*** TASK DATA ***
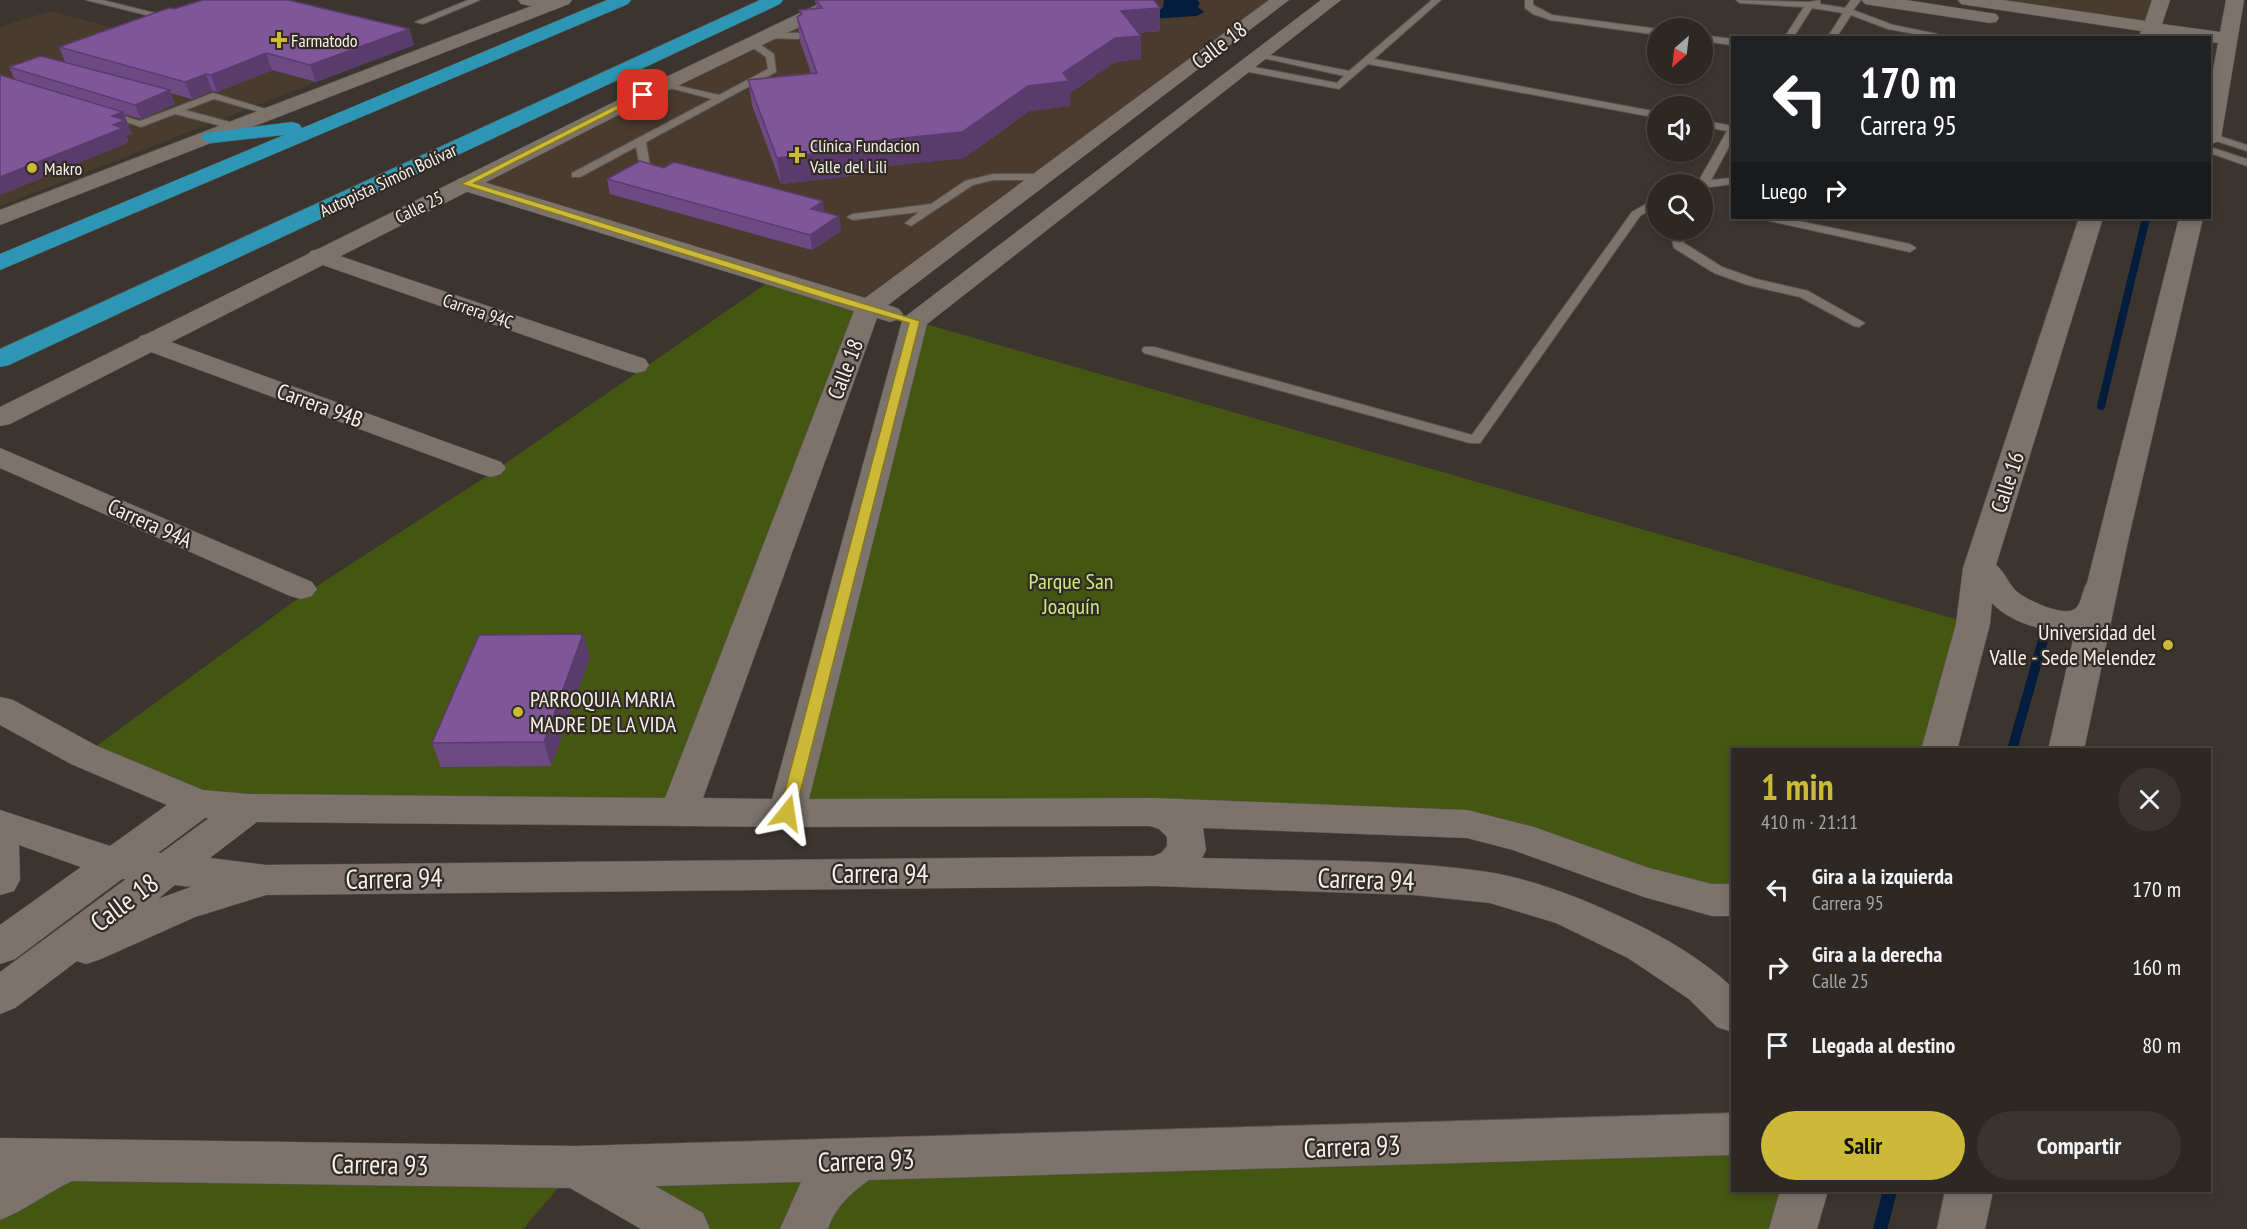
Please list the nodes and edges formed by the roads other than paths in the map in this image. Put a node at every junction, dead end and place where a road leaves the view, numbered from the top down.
1 (90, 0) edge
2 (476, 0) edge
3 (526, 0) edge
4 (622, 0) edge
5 (774, 0) edge
6 (841, 0) edge
7 (1280, 0) edge
8 (1332, 0) edge
9 (1437, 0) edge
10 (1529, 0) edge
11 (1740, 0) edge
12 (1820, 0) edge
13 (1857, 0) edge
14 (1870, 0) edge
15 (1969, 0) edge
16 (2161, 0) edge
17 (2235, 0) edge
18 (557, 3) edge
19 (1810, 5) junction
20 (1916, 7) junction
21 (1849, 11) junction
22 (186, 19) edge
23 (420, 22) dead end
24 (1647, 30) edge
25 (2150, 33) edge
26 (798, 36) edge
27 (1789, 36) edge
28 (1832, 36) edge
29 (1931, 36) edge
30 (2100, 36) edge
31 (760, 39) junction
32 (1713, 39) edge
33 (1731, 42) edge
34 (2221, 49) edge
35 (1367, 61) junction
36 (1252, 62) junction
37 (1351, 74) junction
38 (665, 84) junction
39 (170, 98) edge
40 (721, 98) junction
41 (192, 104) junction
42 (97, 111) edge
43 (175, 111) junction
44 (274, 112) junction
45 (1647, 113) edge
46 (327, 124) junction
47 (1713, 126) edge
48 (237, 127) junction
49 (2211, 129) edge
50 (1731, 130) edge
51 (1731, 132) edge
52 (212, 136) junction
53 (2211, 137) edge
54 (640, 141) junction
55 (2247, 148) edge
56 (2211, 150) edge
57 (2247, 163) edge
58 (646, 172) edge
59 (576, 175) dead end
60 (1043, 177) junction
61 (1731, 182) edge
62 (466, 184) junction
63 (932, 207) junction
64 (1647, 207) edge
65 (853, 217) dead end
66 (0, 218) edge
67 (1775, 219) edge
68 (2091, 219) edge
69 (2190, 219) edge
70 (911, 223) dead end
71 (1677, 240) edge
72 (1910, 248) dead end
73 (319, 256) junction
74 (0, 263) edge
75 (868, 308) junction
76 (915, 321) junction
77 (1859, 323) dead end
78 (148, 342) junction
79 (1149, 350) dead end
80 (0, 359) edge
81 (636, 365) dead end
82 (0, 418) edge
83 (0, 457) edge
84 (491, 468) dead end
85 (2112, 541) junction
86 (1979, 568) junction
87 (301, 589) dead end
88 (0, 709) edge
89 (1940, 748) edge
90 (2066, 748) edge
91 (198, 803) junction
92 (249, 808) junction
93 (679, 811) junction
94 (1152, 812) junction
95 (787, 813) junction
96 (0, 824) edge
97 (0, 844) edge
98 (115, 863) junction
99 (168, 869) junction
100 (1154, 871) junction
101 (0, 880) edge
102 (266, 880) junction
103 (1731, 900) edge
104 (5, 976) edge
105 (1731, 1013) edge
106 (1731, 1134) edge
107 (0, 1159) edge
108 (69, 1160) junction
109 (859, 1161) junction
110 (576, 1167) junction
111 (1804, 1192) edge
112 (1969, 1192) edge
113 (0, 1198) edge
114 (686, 1229) edge
115 (804, 1229) edge
116 (1793, 1229) edge
117 (1961, 1229) edge

1 - 22 lane
2 - 23 lane
3 - 18 street
4 - 46 highway
5 - 80 highway, Autopista Simón Bolívar
6 - 31 street, Calle 25
7 - 60 street, Calle 18
8 - 36 street, Calle 18
9 - 35 lane
10 - 24 lane
11 - 19 lane
12 - 19 lane
13 - 21 lane
14 - 20 street
15 - 20 street
15 - 25 street
16 - 25 street
17 - 34 street
18 - 44 street
19 - 21 lane
19 - 27 lane
20 - 30 street
21 - 28 lane
21 - 29 lane
26 - 31 lane
31 - 38 street, Calle 25
31 - 40 lane
32 - 33 lane
34 - 49 street
35 - 37 lane
35 - 45 lane
36 - 37 lane
36 - 37 lane
36 - 76 street, Calle 18
38 - 40 lane
38 - 62 street, Calle 25
39 - 41 lane
40 - 54 lane
41 - 43 lane
41 - 44 lane
42 - 43 lane
43 - 48 lane
44 - 48 street
46 - 52 highway
46 - 74 highway
47 - 50 lane
48 - 52 street
51 - 61 lane
52 - 66 street
53 - 55 lane
54 - 58 lane
54 - 59 lane
56 - 57 lane
60 - 63 lane
60 - 75 street, Calle 18
62 - 73 street, Calle 25
62 - 75 street
63 - 65 lane
63 - 70 lane
64 - 79 lane
67 - 72 lane
68 - 86 street, Calle 16
69 - 85 street
71 - 77 lane
73 - 78 street, Calle 25
73 - 81 street, Carrera 94C
75 - 76 street
75 - 93 street, Calle 18
76 - 95 street
78 - 82 street, Calle 25
78 - 84 street, Carrera 94B
83 - 87 street, Carrera 94A
85 - 86 street
85 - 90 street
86 - 89 street, Calle 16
88 - 91 street
91 - 92 street
91 - 98 street, Calle 18
92 - 93 street
92 - 99 street, Calle 18
93 - 95 street
94 - 95 street
94 - 100 street
94 - 103 street
96 - 98 street, Carrera 94
97 - 101 street
98 - 99 street, Carrera 94
98 - 104 street, Calle 18
99 - 102 street, Carrera 94
99 - 104 street, Calle 18
100 - 102 street, Carrera 94
100 - 105 street, Carrera 94
102 - 104 street
106 - 109 street, Carrera 93
107 - 108 street, Carrera 93
108 - 110 street, Carrera 93
108 - 113 street
109 - 110 street, Carrera 93
109 - 115 street
110 - 114 street
111 - 116 street
112 - 117 street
***
■ THE PROBLEM
All entries above should be returned exactly, apart from their pictures.

■ WRITTEN RESPONSE
Please list the nodes and edges formed by the roads other than paths in the map in this image. Put a node at every junction, dead end and place where a road leaves the view, numbered from the top down.
1 (90, 0) edge
2 (476, 0) edge
3 (526, 0) edge
4 (622, 0) edge
5 (774, 0) edge
6 (841, 0) edge
7 (1280, 0) edge
8 (1332, 0) edge
9 (1437, 0) edge
10 (1529, 0) edge
11 (1740, 0) edge
12 (1820, 0) edge
13 (1857, 0) edge
14 (1870, 0) edge
15 (1969, 0) edge
16 (2161, 0) edge
17 (2235, 0) edge
18 (557, 3) edge
19 (1810, 5) junction
20 (1916, 7) junction
21 (1849, 11) junction
22 (186, 19) edge
23 (420, 22) dead end
24 (1647, 30) edge
25 (2150, 33) edge
26 (798, 36) edge
27 (1789, 36) edge
28 (1832, 36) edge
29 (1931, 36) edge
30 (2100, 36) edge
31 (760, 39) junction
32 (1713, 39) edge
33 (1731, 42) edge
34 (2221, 49) edge
35 (1367, 61) junction
36 (1252, 62) junction
37 (1351, 74) junction
38 (665, 84) junction
39 (170, 98) edge
40 (721, 98) junction
41 (192, 104) junction
42 (97, 111) edge
43 (175, 111) junction
44 (274, 112) junction
45 (1647, 113) edge
46 (327, 124) junction
47 (1713, 126) edge
48 (237, 127) junction
49 (2211, 129) edge
50 (1731, 130) edge
51 (1731, 132) edge
52 (212, 136) junction
53 (2211, 137) edge
54 (640, 141) junction
55 (2247, 148) edge
56 (2211, 150) edge
57 (2247, 163) edge
58 (646, 172) edge
59 (576, 175) dead end
60 (1043, 177) junction
61 (1731, 182) edge
62 (466, 184) junction
63 (932, 207) junction
64 (1647, 207) edge
65 (853, 217) dead end
66 (0, 218) edge
67 (1775, 219) edge
68 (2091, 219) edge
69 (2190, 219) edge
70 (911, 223) dead end
71 (1677, 240) edge
72 (1910, 248) dead end
73 (319, 256) junction
74 (0, 263) edge
75 (868, 308) junction
76 (915, 321) junction
77 (1859, 323) dead end
78 (148, 342) junction
79 (1149, 350) dead end
80 (0, 359) edge
81 (636, 365) dead end
82 (0, 418) edge
83 (0, 457) edge
84 (491, 468) dead end
85 (2112, 541) junction
86 (1979, 568) junction
87 (301, 589) dead end
88 (0, 709) edge
89 (1940, 748) edge
90 (2066, 748) edge
91 (198, 803) junction
92 (249, 808) junction
93 (679, 811) junction
94 (1152, 812) junction
95 (787, 813) junction
96 (0, 824) edge
97 (0, 844) edge
98 (115, 863) junction
99 (168, 869) junction
100 (1154, 871) junction
101 (0, 880) edge
102 (266, 880) junction
103 (1731, 900) edge
104 (5, 976) edge
105 (1731, 1013) edge
106 (1731, 1134) edge
107 (0, 1159) edge
108 (69, 1160) junction
109 (859, 1161) junction
110 (576, 1167) junction
111 (1804, 1192) edge
112 (1969, 1192) edge
113 (0, 1198) edge
114 (686, 1229) edge
115 (804, 1229) edge
116 (1793, 1229) edge
117 (1961, 1229) edge

1 - 22 lane
2 - 23 lane
3 - 18 street
4 - 46 highway
5 - 80 highway, Autopista Simón Bolívar
6 - 31 street, Calle 25
7 - 60 street, Calle 18
8 - 36 street, Calle 18
9 - 35 lane
10 - 24 lane
11 - 19 lane
12 - 19 lane
13 - 21 lane
14 - 20 street
15 - 20 street
15 - 25 street
16 - 25 street
17 - 34 street
18 - 44 street
19 - 21 lane
19 - 27 lane
20 - 30 street
21 - 28 lane
21 - 29 lane
26 - 31 lane
31 - 38 street, Calle 25
31 - 40 lane
32 - 33 lane
34 - 49 street
35 - 37 lane
35 - 45 lane
36 - 37 lane
36 - 37 lane
36 - 76 street, Calle 18
38 - 40 lane
38 - 62 street, Calle 25
39 - 41 lane
40 - 54 lane
41 - 43 lane
41 - 44 lane
42 - 43 lane
43 - 48 lane
44 - 48 street
46 - 52 highway
46 - 74 highway
47 - 50 lane
48 - 52 street
51 - 61 lane
52 - 66 street
53 - 55 lane
54 - 58 lane
54 - 59 lane
56 - 57 lane
60 - 63 lane
60 - 75 street, Calle 18
62 - 73 street, Calle 25
62 - 75 street
63 - 65 lane
63 - 70 lane
64 - 79 lane
67 - 72 lane
68 - 86 street, Calle 16
69 - 85 street
71 - 77 lane
73 - 78 street, Calle 25
73 - 81 street, Carrera 94C
75 - 76 street
75 - 93 street, Calle 18
76 - 95 street
78 - 82 street, Calle 25
78 - 84 street, Carrera 94B
83 - 87 street, Carrera 94A
85 - 86 street
85 - 90 street
86 - 89 street, Calle 16
88 - 91 street
91 - 92 street
91 - 98 street, Calle 18
92 - 93 street
92 - 99 street, Calle 18
93 - 95 street
94 - 95 street
94 - 100 street
94 - 103 street
96 - 98 street, Carrera 94
97 - 101 street
98 - 99 street, Carrera 94
98 - 104 street, Calle 18
99 - 102 street, Carrera 94
99 - 104 street, Calle 18
100 - 102 street, Carrera 94
100 - 105 street, Carrera 94
102 - 104 street
106 - 109 street, Carrera 93
107 - 108 street, Carrera 93
108 - 110 street, Carrera 93
108 - 113 street
109 - 110 street, Carrera 93
109 - 115 street
110 - 114 street
111 - 116 street
112 - 117 street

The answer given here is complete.